In a six-game stretch, from December 5 to January 9, Penny turned in four of the best RB performances of the 2022 season, any team.

Now that four leads two directions:
(1) He finally did it! (You are an optimist and are full of joy)
(2) Sample size (You believe yourself to be a realist but are a pessimist tainted by years of Seattle Mariners fandom)

How Did We Get Here?

What the Seahawks did that was good - draft a boom-or-bust running back with an enormous boom.

What the Seahawks did that was bad - draft him in the first round, and then let/not prevent / watch him bust for three freaking years.

And so here we are now, in the final and contract year of Penny’s rookie deal, with him set up perfectly to confirm or shatter all hopes for his own financial future and that of the Seattle run game, with a seat at the table for the best 1-2 RB punch in the NFL.

So which Penny shows up this year?

The Media Has Spoken

I get the skepticism. I get the indifference, less, but I get it.

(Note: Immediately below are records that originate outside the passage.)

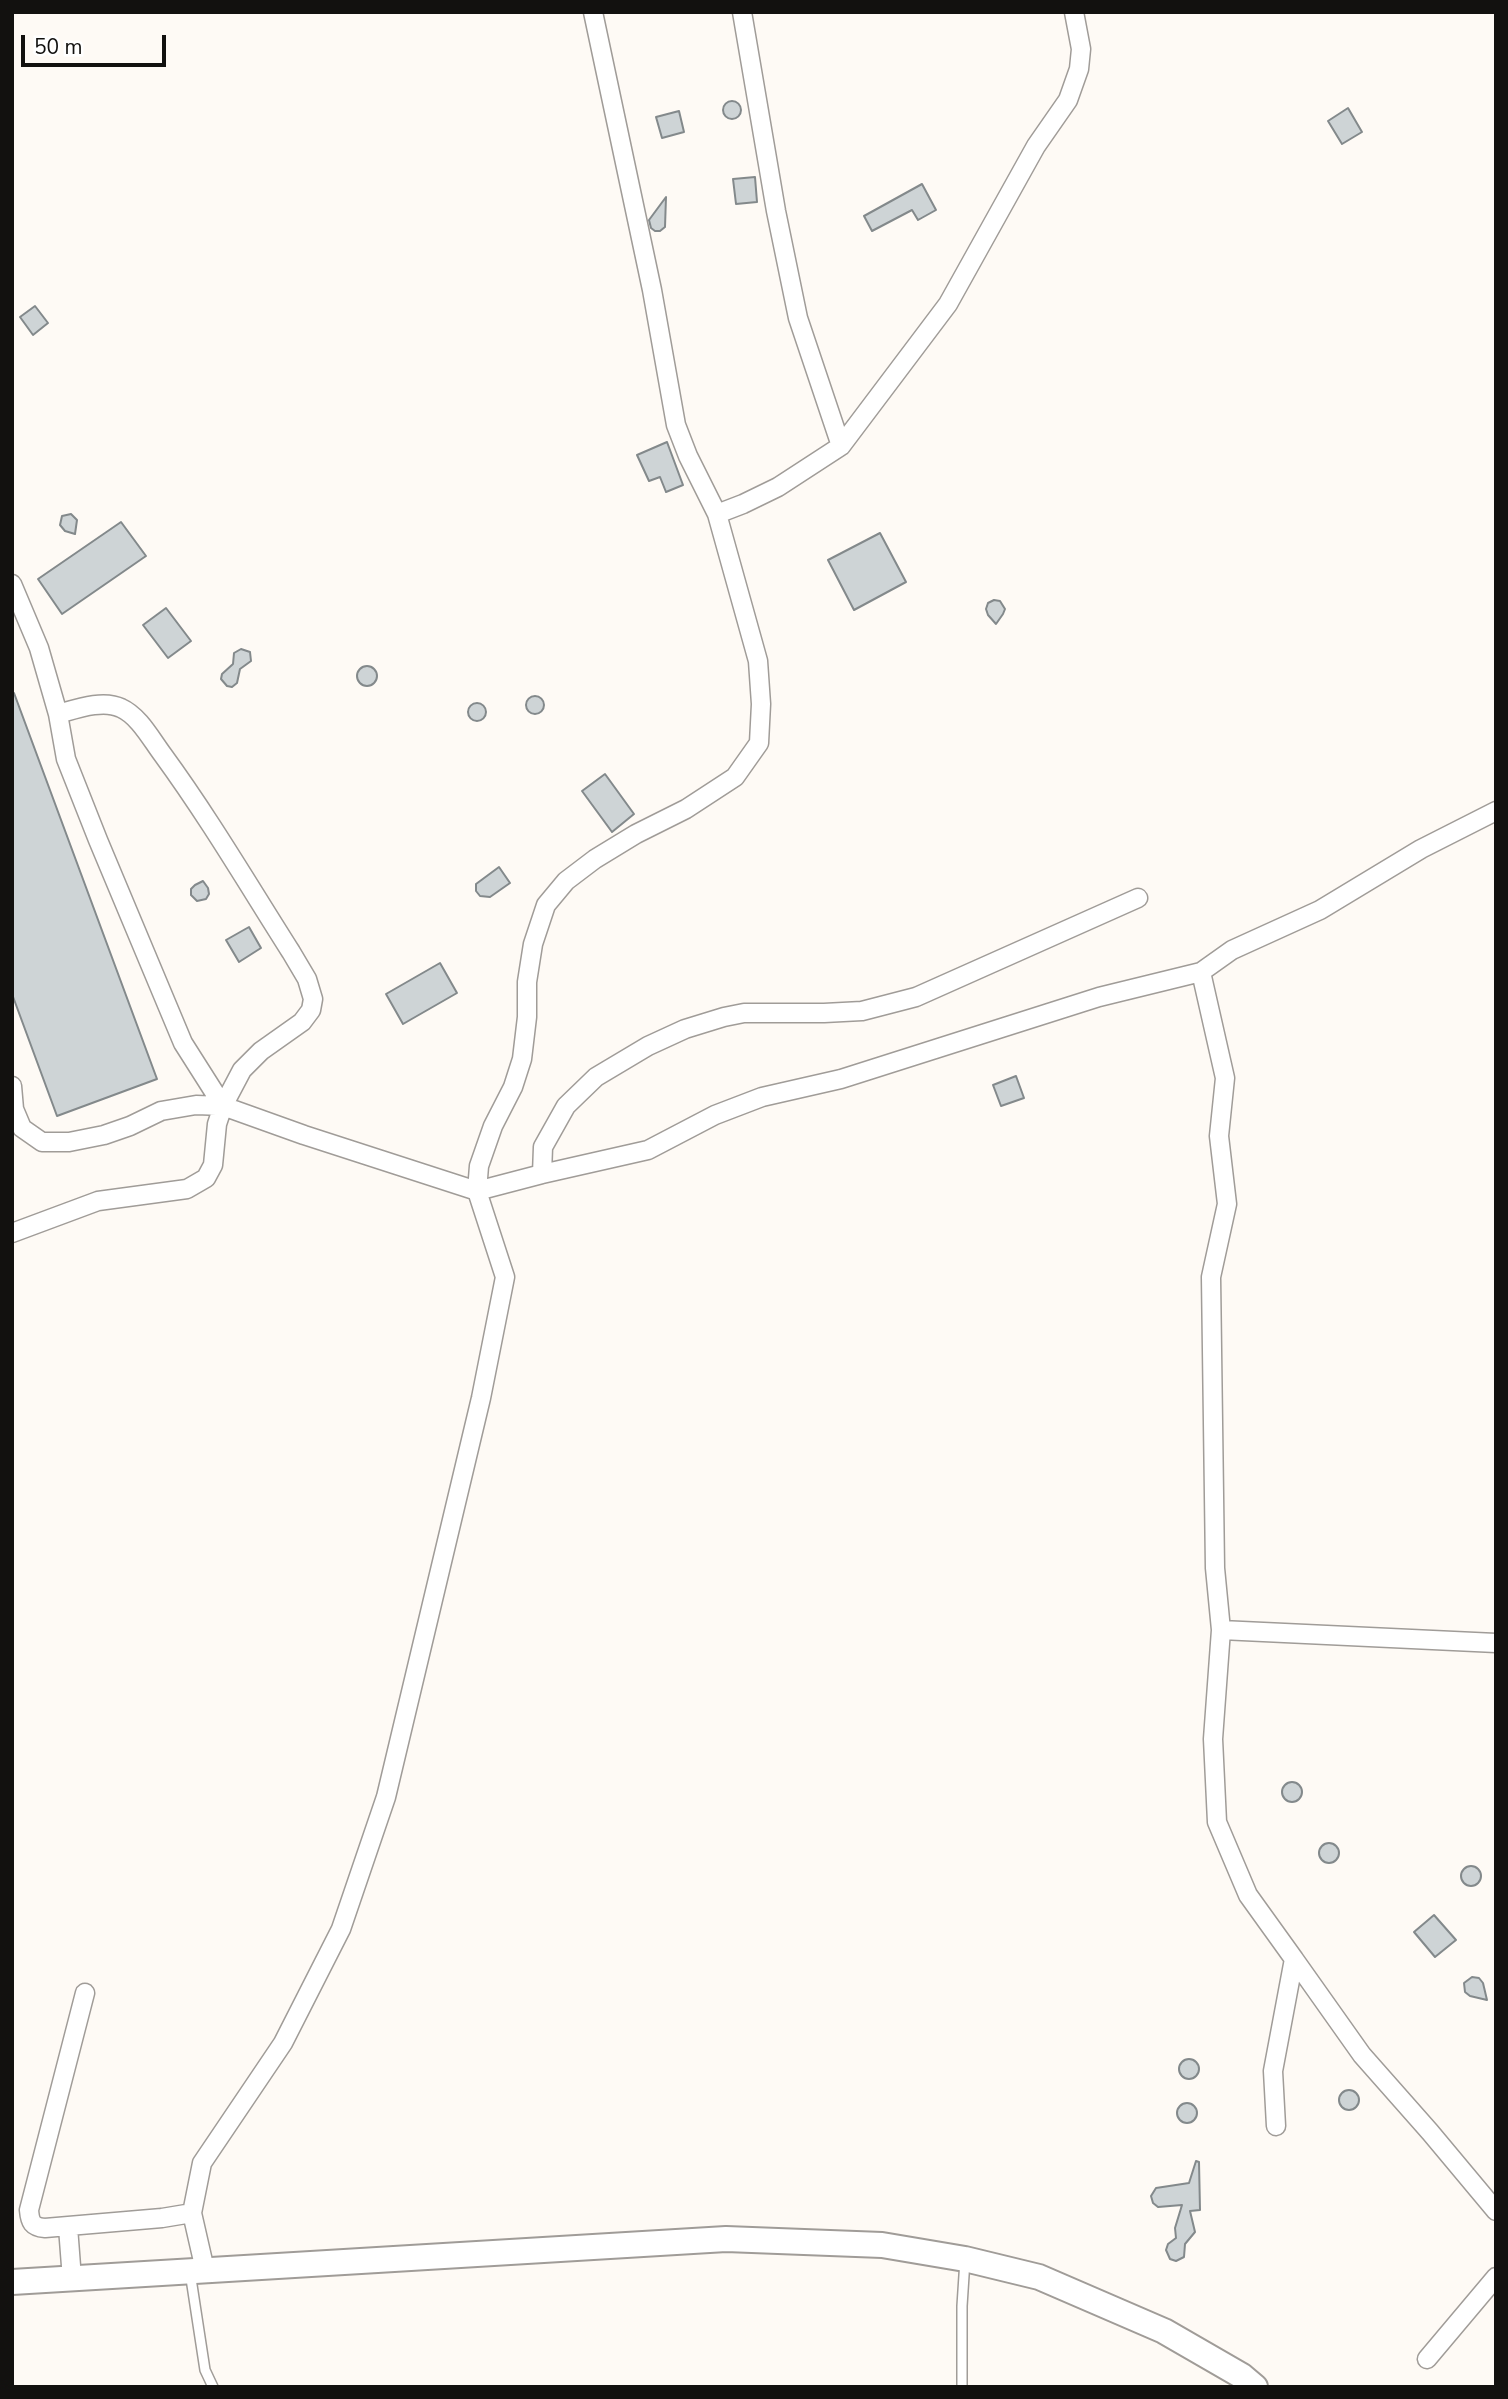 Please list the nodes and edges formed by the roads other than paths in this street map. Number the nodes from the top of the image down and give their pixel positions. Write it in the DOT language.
graph roads {
  1 [pos="593,12"];
  2 [pos="742,12"];
  3 [pos="1074,12"];
  4 [pos="841,446"];
  5 [pos="717,514"];
  6 [pos="12,584"];
  7 [pos="58,714"];
  8 [pos="1496,811"];
  9 [pos="1138,898"];
  10 [pos="1201,972"];
  11 [pos="12,1086"];
  12 [pos="223,1106"];
  13 [pos="542,1174"];
  14 [pos="477,1191"];
  15 [pos="12,1233"];
  16 [pos="1221,1630"];
  17 [pos="1496,1643"];
  18 [pos="1294,1959"];
  19 [pos="85,1993"];
  20 [pos="1276,2126"];
  21 [pos="1496,2211"];
  22 [pos="192,2213"];
  23 [pos="68,2227"];
  24 [pos="965,2259"];
  25 [pos="197,2270"];
  26 [pos="1496,2277"];
  27 [pos="72,2279"];
  28 [pos="12,2282"];
  29 [pos="1427,2359"];
  30 [pos="213,2387"];
  31 [pos="962,2387"];
  32 [pos="1255,2387"];
  1 -- 5 [label="street"];
  2 -- 4 [label="street"];
  3 -- 4 [label="street"];
  4 -- 5 [label="street"];
  5 -- 14 [label="street"];
  6 -- 7 [label="street"];
  7 -- 12 [label="street"];
  7 -- 12 [label="street"];
  8 -- 10 [label="street"];
  9 -- 13 [label="street"];
  10 -- 13 [label="street"];
  10 -- 16 [label="street"];
  11 -- 12 [label="street"];
  12 -- 14 [label="street"];
  12 -- 15 [label="street"];
  13 -- 14 [label="street"];
  14 -- 22 [label="street"];
  16 -- 17 [label="street"];
  16 -- 18 [label="street"];
  18 -- 20 [label="street"];
  18 -- 21 [label="street"];
  19 -- 23 [label="street"];
  22 -- 23 [label="street"];
  22 -- 25 [label="street"];
  23 -- 27 [label="street"];
  24 -- 25 [label="main road"];
  24 -- 31 [label="lane"];
  24 -- 32 [label="main road"];
  25 -- 27 [label="main road"];
  25 -- 30 [label="lane"];
  26 -- 29 [label="street"];
  27 -- 28 [label="main road"];
}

What I don’t really get is the media wholesale gave up on even making Penny an interesting part of the offseason conversation, and he is absolutely interesting.

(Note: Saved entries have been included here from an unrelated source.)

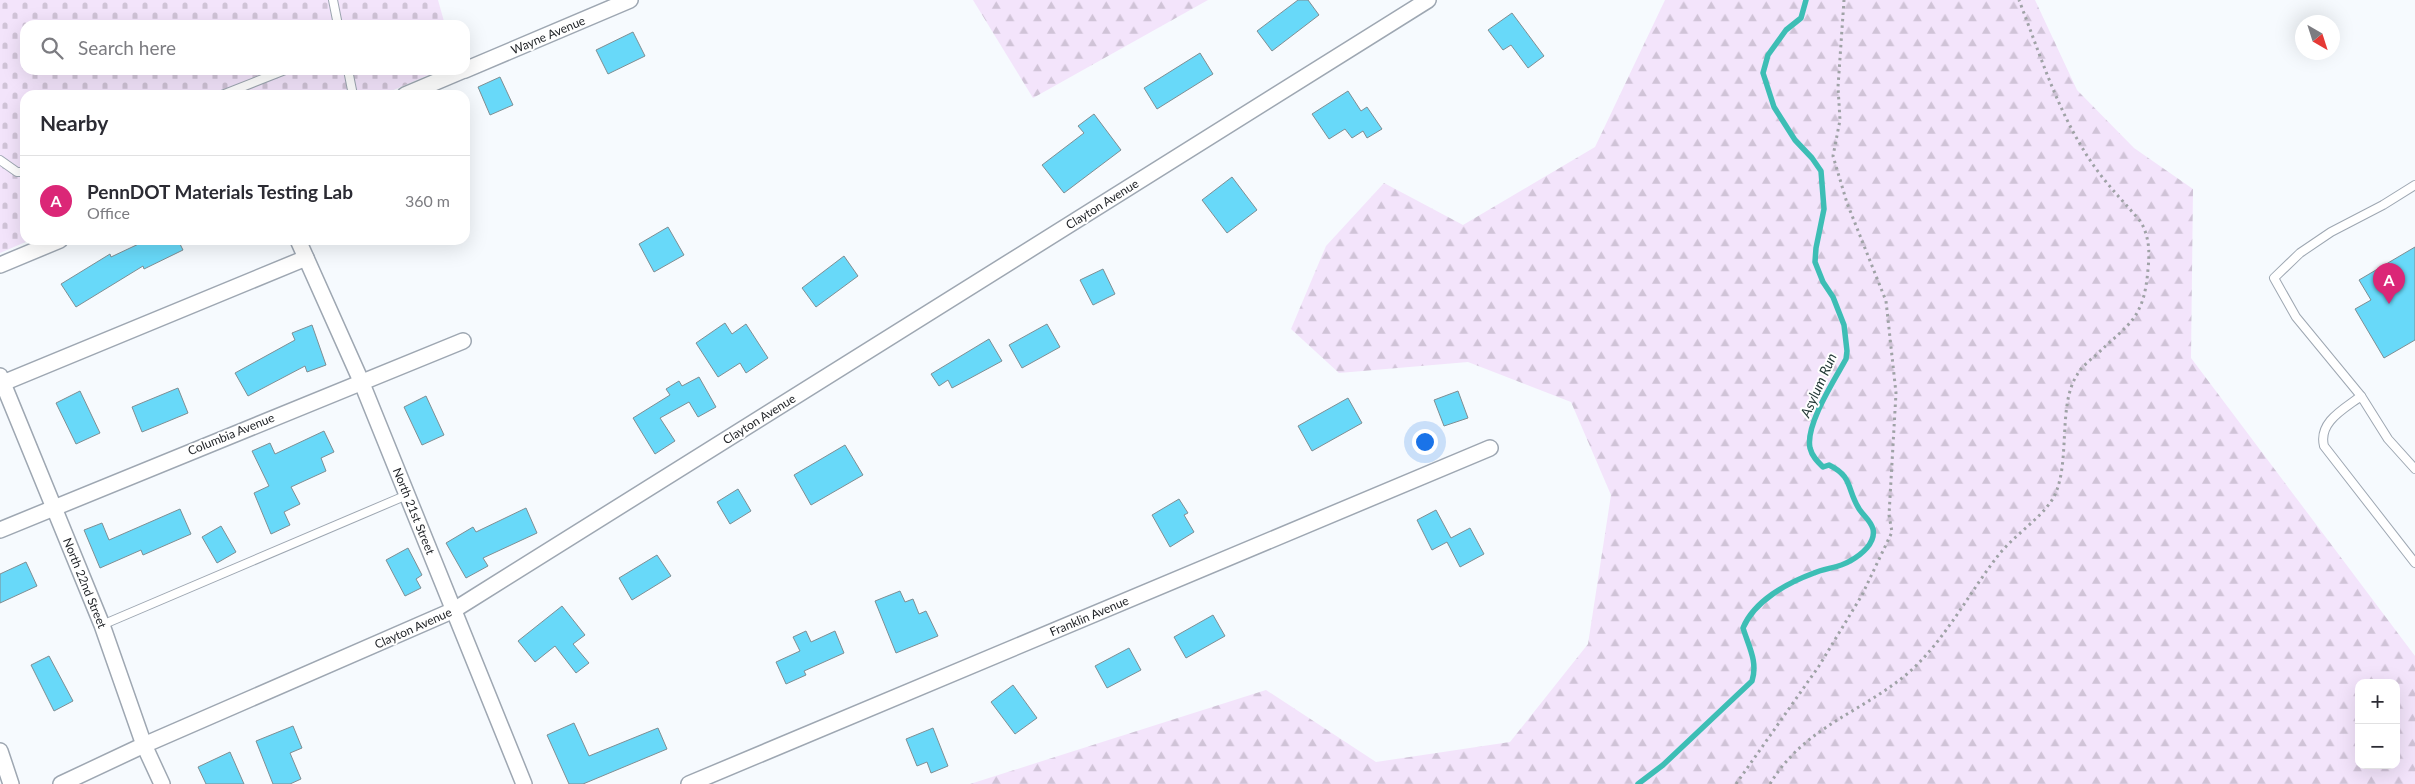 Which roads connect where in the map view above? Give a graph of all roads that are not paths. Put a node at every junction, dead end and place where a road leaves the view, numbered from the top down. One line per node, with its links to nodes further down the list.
1 (333, 0): 4 (lane)
2 (630, 0): 5 (street, Wayne Avenue)
3 (1428, 0): 29 (street, Clayton Avenue)
4 (337, 20)
5 (470, 68)
6 (272, 75): 9 (lane)
7 (349, 75): 10 (lane)
8 (453, 75): 11 (street, Wayne Avenue)
9 (235, 90)
10 (352, 90)
11 (417, 90)
12 (0, 160): 13 (lane)
13 (20, 172)
14 (2415, 185): 22 (lane)
15 (48, 245): 18 (street)
16 (300, 245): 17 (street, North 21st Street)
17 (306, 258): 20 (street, North 22nd Street); 21 (street, North 21st Street)
18 (0, 265)
19 (463, 341): 21 (street, Columbia Avenue)
20 (2, 380): 26 (street, North 22nd Street)
21 (361, 382): 25 (street, North 21st Street); 26 (street, Columbia Avenue)
22 (2360, 396): 24 (lane); 28 (lane)
23 (1490, 448): 37 (street, Franklin Avenue)
24 (2415, 469)
25 (407, 495): 29 (street, North 21st Street); 30 (lane)
26 (55, 506): 27 (street, Columbia Avenue); 30 (street, North 22nd Street)
27 (0, 530)
28 (2415, 563)
29 (454, 610): 31 (street, Clayton Avenue); 36 (street, North 21st Street)
30 (102, 626): 31 (street, North 22nd Street)
31 (144, 745): 34 (street, Clayton Avenue); 35 (street, North 22nd Street)
32 (0, 751): 33 (street)
33 (11, 784)
34 (61, 784)
35 (162, 784)
36 (524, 784)
37 (689, 784)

Not a single ranking, not one weird list, not a tiny little hot take idiot guru, put Penny in their top-5, top-10....anything.

Here’s just a couple, but you can Google this stuff yourself.

From one of my personal favorite works on the Internet, the Mike Clay annual report, Penny is 34th. Worse than two backups.

The clear and present belief is that Penny’s 2021 finish was a fluke. He remains no good, in the eyes of those most certainly not preoccupied with the AFC East and the TB Buccaneers.

I for one think it’s unbelievably out of character for not a single pundit to attempt an “I told you so” if Penny comes out swinging in 2022. If he does, they’ll simply jump on board, possibly delete a tweet or two, and go about their lives.

But this is exactly what he was drafted to be. At his best, Penny is the home run hitter Carson never was, he has a higher ceiling, a *cough* much lower floor, and greater inconsistency.

It’s reasonable to doubt whether Penny will see the same success, with how long it took him to find a groove and with all the changes in Seattle this year. It’s unreasonable to believe Penny played beyond his capabilities.

The Seahawks have had an abundant share of underrated players spanning generations of fandom, and still boast Tyler Lockett and Quandre Diggs near the top of that list. But Penny is the only one with a shot at being top-tier at his position - because he was last year - and yet finds himself considered a backup by many heading into the season.